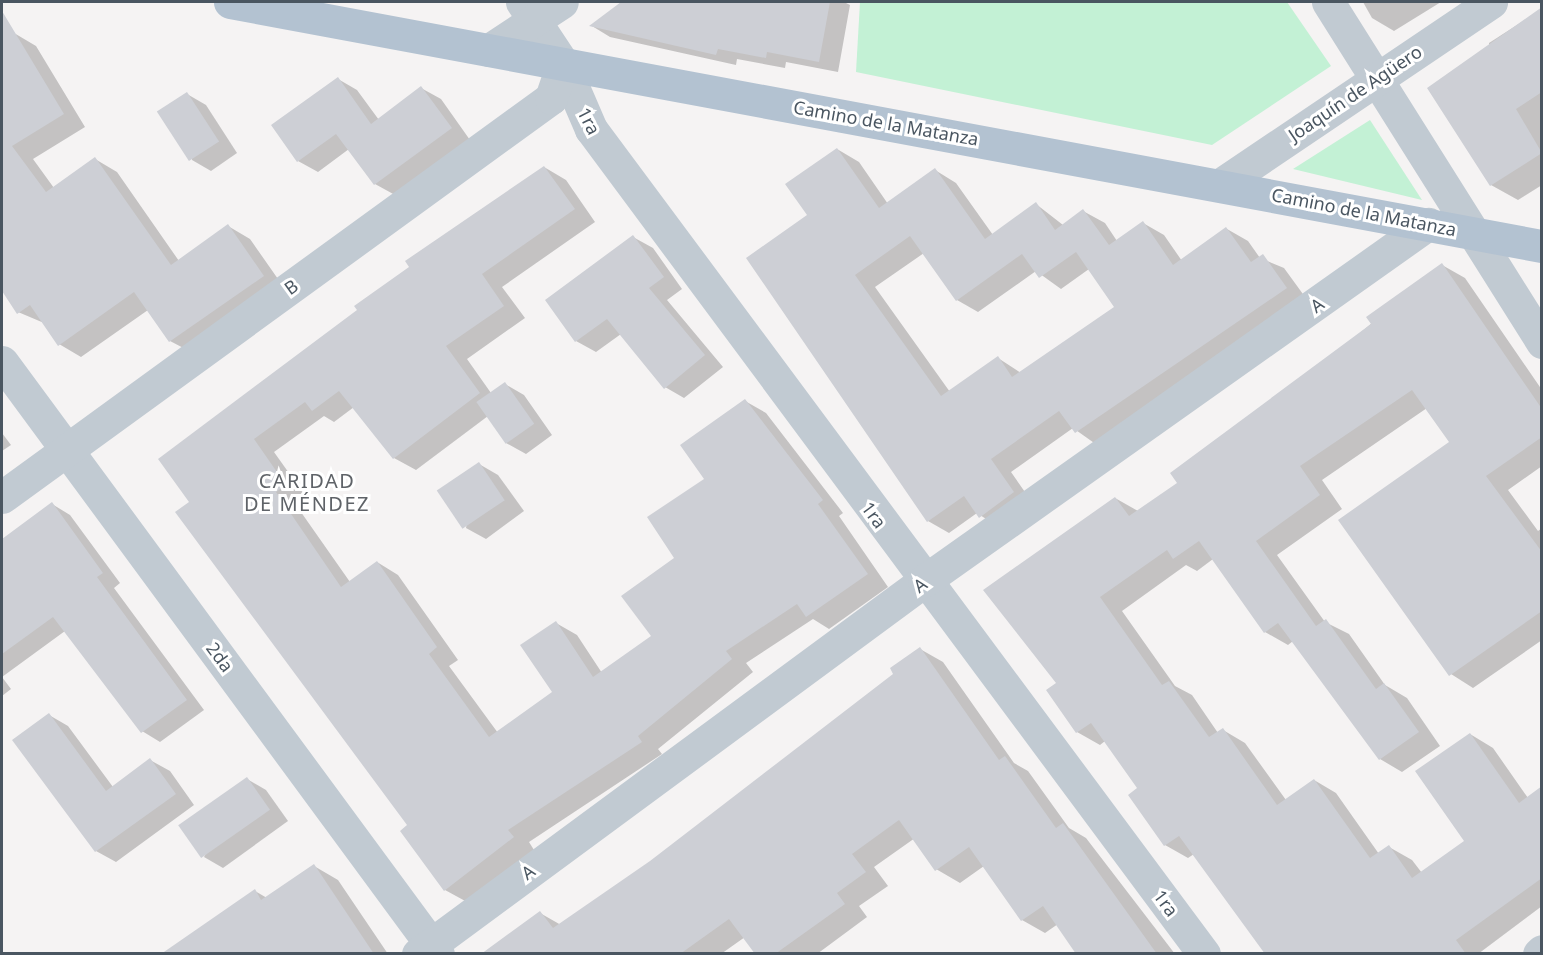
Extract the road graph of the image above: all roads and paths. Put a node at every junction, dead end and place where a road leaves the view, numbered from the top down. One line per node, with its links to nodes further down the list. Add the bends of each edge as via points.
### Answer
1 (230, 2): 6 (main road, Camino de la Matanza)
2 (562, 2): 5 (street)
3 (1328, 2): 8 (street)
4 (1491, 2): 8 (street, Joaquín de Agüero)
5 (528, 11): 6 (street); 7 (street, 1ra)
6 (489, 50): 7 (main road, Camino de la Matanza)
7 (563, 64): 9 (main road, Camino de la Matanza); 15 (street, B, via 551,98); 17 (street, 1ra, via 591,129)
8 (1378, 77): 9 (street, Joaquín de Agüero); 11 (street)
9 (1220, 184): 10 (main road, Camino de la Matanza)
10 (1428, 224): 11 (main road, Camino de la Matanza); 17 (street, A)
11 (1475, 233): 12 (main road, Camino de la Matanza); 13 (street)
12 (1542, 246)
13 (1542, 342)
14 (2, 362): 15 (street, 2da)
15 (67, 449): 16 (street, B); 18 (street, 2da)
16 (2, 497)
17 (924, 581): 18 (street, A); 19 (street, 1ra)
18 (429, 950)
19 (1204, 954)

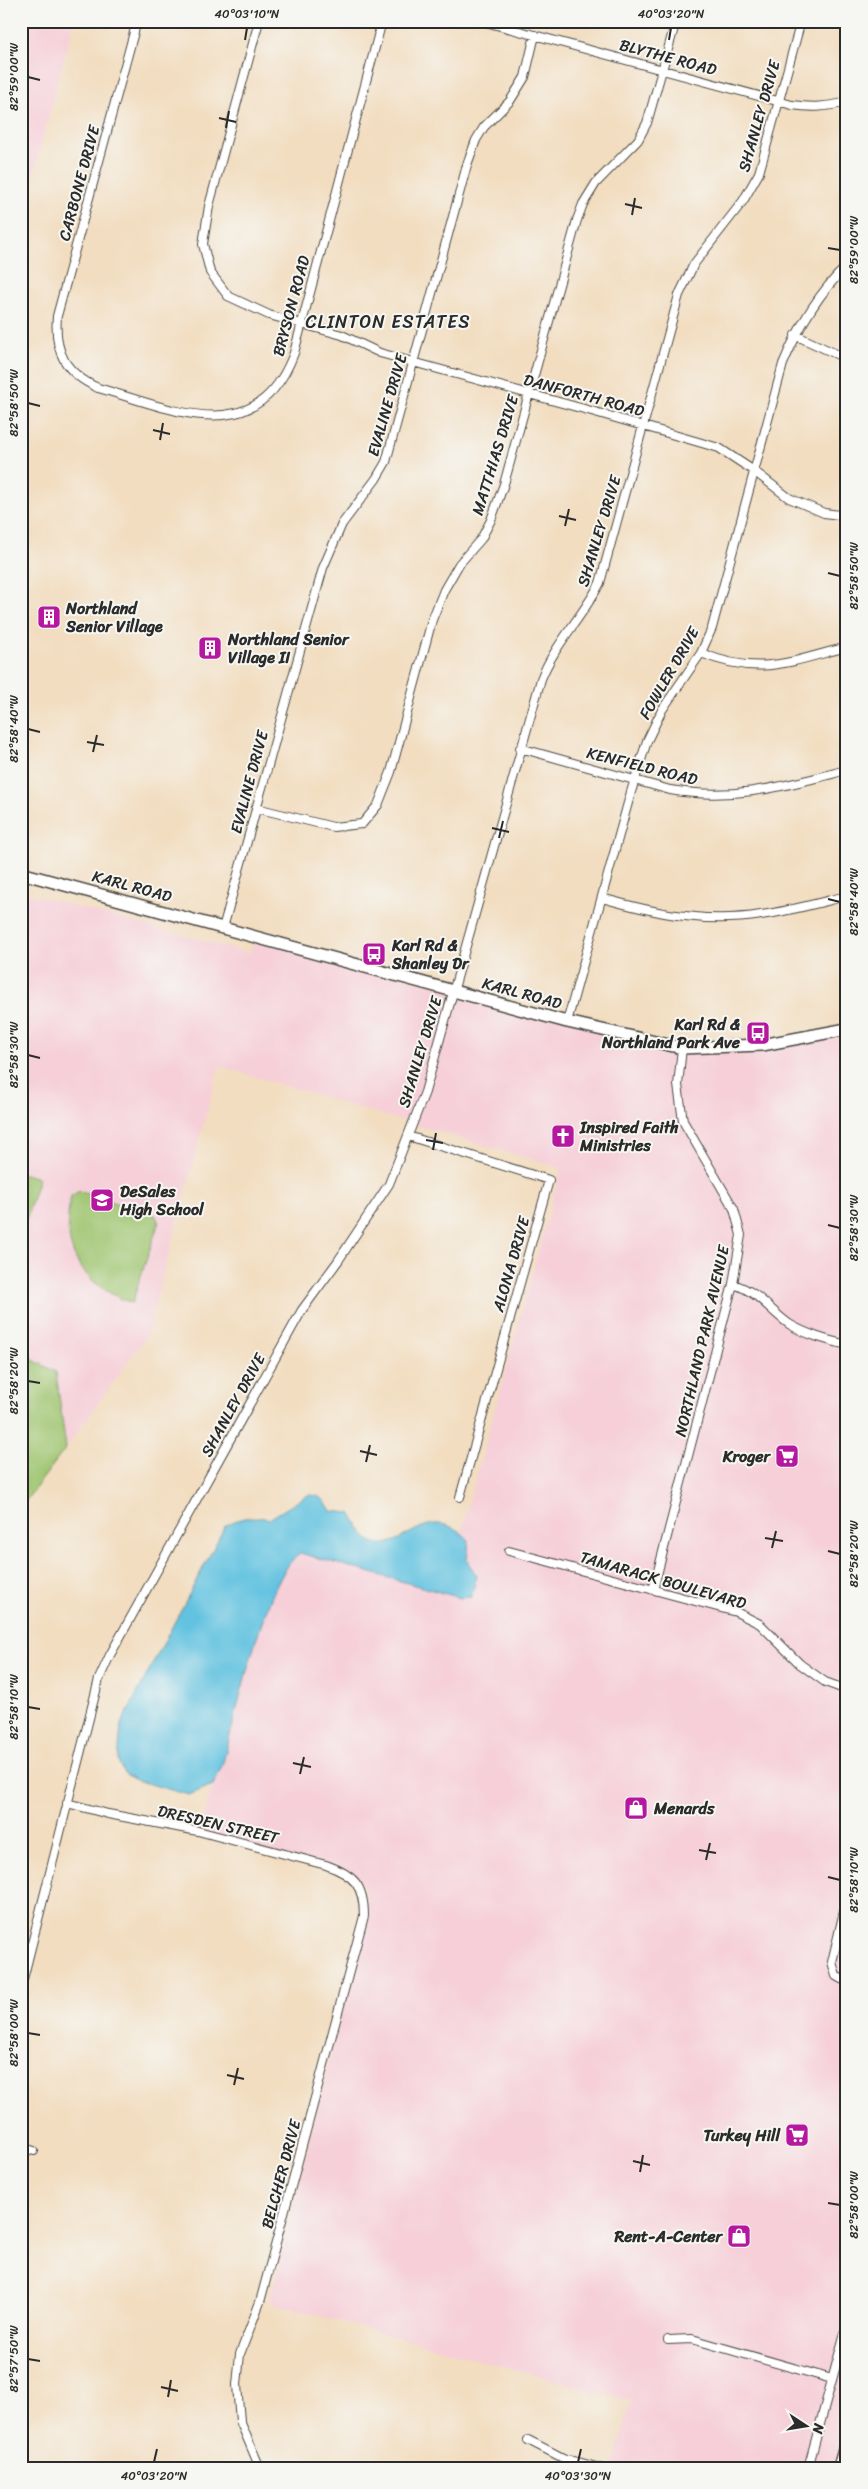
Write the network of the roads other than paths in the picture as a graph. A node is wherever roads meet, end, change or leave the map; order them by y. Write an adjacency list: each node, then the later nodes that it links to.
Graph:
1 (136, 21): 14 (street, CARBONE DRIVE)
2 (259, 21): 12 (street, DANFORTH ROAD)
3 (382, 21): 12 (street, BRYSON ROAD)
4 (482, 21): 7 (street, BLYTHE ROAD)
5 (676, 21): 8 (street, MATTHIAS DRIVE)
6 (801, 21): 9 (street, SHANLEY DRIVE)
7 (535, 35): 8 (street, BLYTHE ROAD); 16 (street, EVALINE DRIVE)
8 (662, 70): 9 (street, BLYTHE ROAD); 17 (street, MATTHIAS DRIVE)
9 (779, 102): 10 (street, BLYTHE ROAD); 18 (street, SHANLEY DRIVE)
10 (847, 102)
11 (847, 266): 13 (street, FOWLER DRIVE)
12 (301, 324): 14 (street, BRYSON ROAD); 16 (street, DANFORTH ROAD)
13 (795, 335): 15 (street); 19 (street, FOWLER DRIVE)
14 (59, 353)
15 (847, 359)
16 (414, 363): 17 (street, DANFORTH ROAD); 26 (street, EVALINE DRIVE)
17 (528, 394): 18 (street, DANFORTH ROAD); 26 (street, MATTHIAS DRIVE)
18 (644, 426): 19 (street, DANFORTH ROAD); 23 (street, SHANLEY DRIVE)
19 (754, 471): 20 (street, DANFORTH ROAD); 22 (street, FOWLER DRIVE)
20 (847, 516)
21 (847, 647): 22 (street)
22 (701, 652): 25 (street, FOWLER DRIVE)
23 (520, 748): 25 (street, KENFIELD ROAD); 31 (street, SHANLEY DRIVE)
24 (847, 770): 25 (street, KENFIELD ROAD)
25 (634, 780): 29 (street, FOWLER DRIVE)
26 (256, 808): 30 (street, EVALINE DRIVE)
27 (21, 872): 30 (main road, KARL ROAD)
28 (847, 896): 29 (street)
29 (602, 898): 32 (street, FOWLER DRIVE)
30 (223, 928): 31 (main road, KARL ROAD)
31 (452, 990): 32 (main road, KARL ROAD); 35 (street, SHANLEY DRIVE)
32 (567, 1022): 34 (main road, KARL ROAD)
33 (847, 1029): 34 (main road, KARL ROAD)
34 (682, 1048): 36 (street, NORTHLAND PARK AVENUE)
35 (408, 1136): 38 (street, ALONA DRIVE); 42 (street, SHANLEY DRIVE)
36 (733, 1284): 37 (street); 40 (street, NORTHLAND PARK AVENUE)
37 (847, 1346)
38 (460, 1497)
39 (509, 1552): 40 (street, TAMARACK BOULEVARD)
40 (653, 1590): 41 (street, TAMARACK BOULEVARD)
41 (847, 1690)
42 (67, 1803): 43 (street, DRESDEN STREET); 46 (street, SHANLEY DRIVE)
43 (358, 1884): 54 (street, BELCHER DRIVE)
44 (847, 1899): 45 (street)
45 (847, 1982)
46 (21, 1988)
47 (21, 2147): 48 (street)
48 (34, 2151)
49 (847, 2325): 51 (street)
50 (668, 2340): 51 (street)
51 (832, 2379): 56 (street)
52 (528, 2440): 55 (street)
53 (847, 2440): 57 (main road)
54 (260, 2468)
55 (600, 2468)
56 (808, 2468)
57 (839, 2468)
====
• **Exercise brief**: Using the listing, copy every line where the word "KARL" shows up.

• **Written solution**:
27 (21, 872): 30 (main road, KARL ROAD)
30 (223, 928): 31 (main road, KARL ROAD)
31 (452, 990): 32 (main road, KARL ROAD); 35 (street, SHANLEY DRIVE)
32 (567, 1022): 34 (main road, KARL ROAD)
33 (847, 1029): 34 (main road, KARL ROAD)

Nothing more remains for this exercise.